Estas cifras confirman algo que vemos a diario: la deuda opera como una fuente de estrés crónico. Impacta el sueño, deteriora las relaciones personales y condiciona las decisiones cotidianas desde el miedo o la urgencia. Cuando la preocupación financiera se vuelve permanente, deja de ser un problema puntual y pasa a afectar directamente la calidad de vida.
El deterioro no es inmediato, sino progresivo. Más de un tercio de las personas declara que su estado emocional ha empeorado con el tiempo, mientras que solo una minoría logra mejorar, generalmente, cuando accede a apoyo o logra ordenar su situación financiera.
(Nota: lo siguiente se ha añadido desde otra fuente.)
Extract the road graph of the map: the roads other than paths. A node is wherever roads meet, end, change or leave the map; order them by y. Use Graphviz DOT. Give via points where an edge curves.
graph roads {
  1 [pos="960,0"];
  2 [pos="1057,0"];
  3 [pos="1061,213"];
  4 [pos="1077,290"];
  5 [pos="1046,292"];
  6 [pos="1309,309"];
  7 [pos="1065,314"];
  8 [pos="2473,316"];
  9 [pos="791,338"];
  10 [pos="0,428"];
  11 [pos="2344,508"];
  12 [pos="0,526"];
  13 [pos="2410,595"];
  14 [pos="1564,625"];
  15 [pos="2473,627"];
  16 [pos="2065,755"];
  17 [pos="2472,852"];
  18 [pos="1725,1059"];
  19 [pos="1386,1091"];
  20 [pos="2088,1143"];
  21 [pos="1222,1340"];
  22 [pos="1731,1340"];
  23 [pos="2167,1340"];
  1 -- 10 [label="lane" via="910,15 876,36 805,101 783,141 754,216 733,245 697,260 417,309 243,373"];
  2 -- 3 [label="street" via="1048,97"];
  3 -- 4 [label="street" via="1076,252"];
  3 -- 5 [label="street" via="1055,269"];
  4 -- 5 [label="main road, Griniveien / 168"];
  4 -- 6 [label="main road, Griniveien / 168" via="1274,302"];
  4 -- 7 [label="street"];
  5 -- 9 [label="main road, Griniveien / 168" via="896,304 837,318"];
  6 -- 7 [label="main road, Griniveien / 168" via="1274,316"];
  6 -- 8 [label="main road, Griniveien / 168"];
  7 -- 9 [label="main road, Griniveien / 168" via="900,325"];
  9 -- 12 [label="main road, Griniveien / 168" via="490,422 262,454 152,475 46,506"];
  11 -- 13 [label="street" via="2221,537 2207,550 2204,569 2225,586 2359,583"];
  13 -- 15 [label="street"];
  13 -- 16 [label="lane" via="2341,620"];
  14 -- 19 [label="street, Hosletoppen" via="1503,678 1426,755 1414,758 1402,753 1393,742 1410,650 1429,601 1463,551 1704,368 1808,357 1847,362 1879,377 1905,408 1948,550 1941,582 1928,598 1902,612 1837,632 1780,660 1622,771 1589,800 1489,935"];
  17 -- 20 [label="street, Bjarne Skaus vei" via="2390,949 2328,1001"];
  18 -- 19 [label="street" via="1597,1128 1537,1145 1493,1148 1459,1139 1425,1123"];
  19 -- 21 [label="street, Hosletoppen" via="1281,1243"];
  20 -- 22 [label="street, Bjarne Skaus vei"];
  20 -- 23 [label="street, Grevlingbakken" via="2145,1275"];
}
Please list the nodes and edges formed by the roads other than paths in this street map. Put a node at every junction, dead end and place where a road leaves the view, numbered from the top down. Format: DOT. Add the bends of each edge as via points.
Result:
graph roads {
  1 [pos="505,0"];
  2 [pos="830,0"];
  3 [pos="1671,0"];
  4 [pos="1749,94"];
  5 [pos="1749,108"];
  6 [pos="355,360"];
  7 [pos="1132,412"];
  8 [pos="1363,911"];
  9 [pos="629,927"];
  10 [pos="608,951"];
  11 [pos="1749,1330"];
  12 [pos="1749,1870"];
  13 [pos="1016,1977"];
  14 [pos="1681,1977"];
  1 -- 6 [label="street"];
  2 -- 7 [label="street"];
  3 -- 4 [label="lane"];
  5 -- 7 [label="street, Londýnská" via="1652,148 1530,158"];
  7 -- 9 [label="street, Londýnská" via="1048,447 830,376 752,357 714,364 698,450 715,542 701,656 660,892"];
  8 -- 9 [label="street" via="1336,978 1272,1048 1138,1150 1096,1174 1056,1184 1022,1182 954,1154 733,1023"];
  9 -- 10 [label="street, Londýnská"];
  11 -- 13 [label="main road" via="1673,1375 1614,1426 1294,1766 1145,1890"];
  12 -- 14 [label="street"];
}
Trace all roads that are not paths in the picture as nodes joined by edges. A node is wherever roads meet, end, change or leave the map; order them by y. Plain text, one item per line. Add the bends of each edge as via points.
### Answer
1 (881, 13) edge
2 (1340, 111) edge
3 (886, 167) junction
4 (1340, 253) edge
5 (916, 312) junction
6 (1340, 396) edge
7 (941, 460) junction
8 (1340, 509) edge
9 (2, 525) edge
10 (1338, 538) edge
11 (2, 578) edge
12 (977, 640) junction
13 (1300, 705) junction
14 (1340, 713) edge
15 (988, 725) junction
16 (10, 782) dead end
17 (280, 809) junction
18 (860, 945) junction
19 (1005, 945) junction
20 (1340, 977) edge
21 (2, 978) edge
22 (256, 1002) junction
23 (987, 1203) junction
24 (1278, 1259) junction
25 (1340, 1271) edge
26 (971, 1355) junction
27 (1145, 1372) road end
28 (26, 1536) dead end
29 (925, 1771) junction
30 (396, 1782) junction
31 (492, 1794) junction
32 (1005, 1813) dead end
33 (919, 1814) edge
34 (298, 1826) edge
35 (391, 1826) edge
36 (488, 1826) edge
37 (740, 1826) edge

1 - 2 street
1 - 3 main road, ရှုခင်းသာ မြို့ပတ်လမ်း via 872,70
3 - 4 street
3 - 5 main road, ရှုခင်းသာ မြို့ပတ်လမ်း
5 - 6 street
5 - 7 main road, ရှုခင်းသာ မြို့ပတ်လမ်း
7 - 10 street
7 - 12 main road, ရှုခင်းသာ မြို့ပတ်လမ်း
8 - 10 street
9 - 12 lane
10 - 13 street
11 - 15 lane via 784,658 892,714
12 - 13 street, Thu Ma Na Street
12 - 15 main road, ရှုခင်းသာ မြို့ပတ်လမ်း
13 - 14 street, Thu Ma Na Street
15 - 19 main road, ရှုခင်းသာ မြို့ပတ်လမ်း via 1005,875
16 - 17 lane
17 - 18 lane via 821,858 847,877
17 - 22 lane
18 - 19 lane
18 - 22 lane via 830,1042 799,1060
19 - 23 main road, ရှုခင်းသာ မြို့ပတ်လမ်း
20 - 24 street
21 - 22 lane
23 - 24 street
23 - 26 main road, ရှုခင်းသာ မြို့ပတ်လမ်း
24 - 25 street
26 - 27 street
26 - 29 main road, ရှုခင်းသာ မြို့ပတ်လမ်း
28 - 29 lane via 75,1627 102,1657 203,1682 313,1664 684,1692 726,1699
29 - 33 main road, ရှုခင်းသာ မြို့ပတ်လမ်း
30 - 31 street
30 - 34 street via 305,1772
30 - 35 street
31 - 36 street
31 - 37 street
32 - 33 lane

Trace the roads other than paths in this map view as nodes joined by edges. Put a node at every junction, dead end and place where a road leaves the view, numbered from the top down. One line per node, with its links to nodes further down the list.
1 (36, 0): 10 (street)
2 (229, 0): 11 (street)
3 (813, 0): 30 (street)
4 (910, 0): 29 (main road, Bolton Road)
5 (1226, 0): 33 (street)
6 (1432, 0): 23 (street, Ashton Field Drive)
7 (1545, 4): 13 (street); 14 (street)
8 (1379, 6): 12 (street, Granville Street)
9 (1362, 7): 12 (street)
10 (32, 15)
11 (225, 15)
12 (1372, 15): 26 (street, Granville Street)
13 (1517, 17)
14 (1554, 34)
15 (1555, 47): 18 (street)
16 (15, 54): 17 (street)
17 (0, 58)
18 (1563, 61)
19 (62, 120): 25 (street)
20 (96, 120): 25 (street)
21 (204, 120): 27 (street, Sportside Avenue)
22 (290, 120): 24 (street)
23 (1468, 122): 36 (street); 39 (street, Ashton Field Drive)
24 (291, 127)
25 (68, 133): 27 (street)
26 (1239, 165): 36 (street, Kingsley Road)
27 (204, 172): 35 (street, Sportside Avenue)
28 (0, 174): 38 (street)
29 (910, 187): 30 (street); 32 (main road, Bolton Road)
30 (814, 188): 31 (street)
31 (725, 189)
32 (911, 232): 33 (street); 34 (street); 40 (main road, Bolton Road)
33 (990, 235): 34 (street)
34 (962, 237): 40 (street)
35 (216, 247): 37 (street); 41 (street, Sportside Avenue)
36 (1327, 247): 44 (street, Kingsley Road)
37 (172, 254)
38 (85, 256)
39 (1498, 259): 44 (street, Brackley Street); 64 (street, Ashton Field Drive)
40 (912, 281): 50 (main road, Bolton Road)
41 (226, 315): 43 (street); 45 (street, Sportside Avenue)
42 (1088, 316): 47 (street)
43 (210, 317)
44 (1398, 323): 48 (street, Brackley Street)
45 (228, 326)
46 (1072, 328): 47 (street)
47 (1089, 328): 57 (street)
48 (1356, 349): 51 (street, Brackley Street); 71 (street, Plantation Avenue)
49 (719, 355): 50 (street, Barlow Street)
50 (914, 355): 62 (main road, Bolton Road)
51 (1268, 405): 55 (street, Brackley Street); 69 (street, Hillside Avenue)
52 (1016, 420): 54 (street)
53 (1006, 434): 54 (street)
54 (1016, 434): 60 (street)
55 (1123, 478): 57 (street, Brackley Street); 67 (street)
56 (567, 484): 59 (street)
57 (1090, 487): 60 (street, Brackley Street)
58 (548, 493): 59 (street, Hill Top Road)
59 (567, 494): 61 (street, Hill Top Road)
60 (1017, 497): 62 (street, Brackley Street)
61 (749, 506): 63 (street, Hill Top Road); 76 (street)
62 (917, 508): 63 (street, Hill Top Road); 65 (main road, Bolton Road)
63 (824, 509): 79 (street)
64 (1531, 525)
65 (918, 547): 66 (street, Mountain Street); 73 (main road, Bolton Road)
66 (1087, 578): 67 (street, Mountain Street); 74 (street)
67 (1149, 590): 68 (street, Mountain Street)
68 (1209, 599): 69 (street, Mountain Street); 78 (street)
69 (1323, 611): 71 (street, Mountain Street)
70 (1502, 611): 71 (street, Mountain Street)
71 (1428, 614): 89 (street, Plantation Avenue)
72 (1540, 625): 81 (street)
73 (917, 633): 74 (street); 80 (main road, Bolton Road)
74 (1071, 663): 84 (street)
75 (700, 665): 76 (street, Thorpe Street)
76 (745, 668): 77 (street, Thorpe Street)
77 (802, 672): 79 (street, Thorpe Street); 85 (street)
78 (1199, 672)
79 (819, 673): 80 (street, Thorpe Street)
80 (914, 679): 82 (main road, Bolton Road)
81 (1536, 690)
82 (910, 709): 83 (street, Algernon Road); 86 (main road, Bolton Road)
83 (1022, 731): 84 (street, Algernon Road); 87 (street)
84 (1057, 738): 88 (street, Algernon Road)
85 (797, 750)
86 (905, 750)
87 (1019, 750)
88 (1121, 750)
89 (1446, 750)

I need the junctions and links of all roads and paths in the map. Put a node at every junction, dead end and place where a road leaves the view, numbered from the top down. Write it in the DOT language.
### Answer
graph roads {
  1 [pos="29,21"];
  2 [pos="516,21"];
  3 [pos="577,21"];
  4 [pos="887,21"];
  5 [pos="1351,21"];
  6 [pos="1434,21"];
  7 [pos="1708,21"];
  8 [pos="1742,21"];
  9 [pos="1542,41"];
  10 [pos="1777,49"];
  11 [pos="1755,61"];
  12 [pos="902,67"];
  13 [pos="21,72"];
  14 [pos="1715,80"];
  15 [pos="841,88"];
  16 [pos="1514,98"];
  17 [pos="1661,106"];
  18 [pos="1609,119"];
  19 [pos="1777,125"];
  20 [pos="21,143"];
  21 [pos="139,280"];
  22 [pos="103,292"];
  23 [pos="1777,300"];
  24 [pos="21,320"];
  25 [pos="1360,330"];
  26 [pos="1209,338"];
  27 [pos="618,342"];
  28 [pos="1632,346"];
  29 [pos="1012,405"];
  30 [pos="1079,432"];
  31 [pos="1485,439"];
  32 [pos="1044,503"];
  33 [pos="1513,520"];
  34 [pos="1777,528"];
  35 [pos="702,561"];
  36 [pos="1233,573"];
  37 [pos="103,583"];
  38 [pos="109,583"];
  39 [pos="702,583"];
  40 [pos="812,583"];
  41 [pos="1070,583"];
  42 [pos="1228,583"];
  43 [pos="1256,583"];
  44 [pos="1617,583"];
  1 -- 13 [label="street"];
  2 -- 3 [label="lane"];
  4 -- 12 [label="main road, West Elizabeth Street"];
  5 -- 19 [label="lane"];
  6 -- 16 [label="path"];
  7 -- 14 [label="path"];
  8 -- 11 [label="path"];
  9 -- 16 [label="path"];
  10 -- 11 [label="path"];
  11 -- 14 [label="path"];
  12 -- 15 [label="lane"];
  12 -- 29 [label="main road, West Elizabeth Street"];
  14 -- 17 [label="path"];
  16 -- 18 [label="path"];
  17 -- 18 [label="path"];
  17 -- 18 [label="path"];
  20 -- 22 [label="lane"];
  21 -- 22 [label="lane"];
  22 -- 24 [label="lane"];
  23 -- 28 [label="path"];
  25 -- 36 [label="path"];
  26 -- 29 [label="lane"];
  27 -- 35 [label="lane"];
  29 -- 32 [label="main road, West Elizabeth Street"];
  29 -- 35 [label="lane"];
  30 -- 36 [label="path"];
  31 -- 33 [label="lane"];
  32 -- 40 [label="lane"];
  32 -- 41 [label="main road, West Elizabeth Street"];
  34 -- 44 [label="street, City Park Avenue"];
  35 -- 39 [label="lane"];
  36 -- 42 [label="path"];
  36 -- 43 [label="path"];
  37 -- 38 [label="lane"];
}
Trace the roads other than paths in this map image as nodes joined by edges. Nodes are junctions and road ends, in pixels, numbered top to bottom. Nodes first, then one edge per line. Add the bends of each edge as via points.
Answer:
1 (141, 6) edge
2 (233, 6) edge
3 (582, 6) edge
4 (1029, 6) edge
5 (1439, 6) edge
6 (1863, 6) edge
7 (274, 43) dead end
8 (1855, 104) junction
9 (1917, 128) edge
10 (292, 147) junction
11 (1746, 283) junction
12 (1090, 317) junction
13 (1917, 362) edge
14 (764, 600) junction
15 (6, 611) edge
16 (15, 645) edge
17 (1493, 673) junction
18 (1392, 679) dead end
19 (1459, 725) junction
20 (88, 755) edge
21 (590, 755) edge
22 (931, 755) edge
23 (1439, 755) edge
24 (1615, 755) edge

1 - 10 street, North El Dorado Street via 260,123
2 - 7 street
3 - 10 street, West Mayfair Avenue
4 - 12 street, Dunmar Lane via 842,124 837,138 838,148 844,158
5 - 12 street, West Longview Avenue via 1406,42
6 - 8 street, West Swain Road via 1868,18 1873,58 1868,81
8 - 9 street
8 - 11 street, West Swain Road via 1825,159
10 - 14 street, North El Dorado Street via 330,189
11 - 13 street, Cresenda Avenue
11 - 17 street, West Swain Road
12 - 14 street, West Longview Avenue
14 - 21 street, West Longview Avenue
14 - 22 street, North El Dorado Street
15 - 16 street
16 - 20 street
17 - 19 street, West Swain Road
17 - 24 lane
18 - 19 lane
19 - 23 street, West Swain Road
En los casos más críticos, aparece la sensación de no tener salida, lo que lleva al aislamiento, la evitación y un profundo desgaste psicológico.
En el marco del Día Mundial de la Lucha contra la Depresión, es clave entender que enfrentar el sobreendeudamiento también es una forma de prevenir daño emocional. Existen mecanismos legales y financieros para ordenar deudas y evitar una quiebra; pedir ayuda a tiempo no es un fracaso, sino un paso necesario para recuperar control, estabilidad y bienestar.
Ricardo Ibáñez
Abogado y fundador de DefensaDeudores.cl
Fuente: wearesimplicity.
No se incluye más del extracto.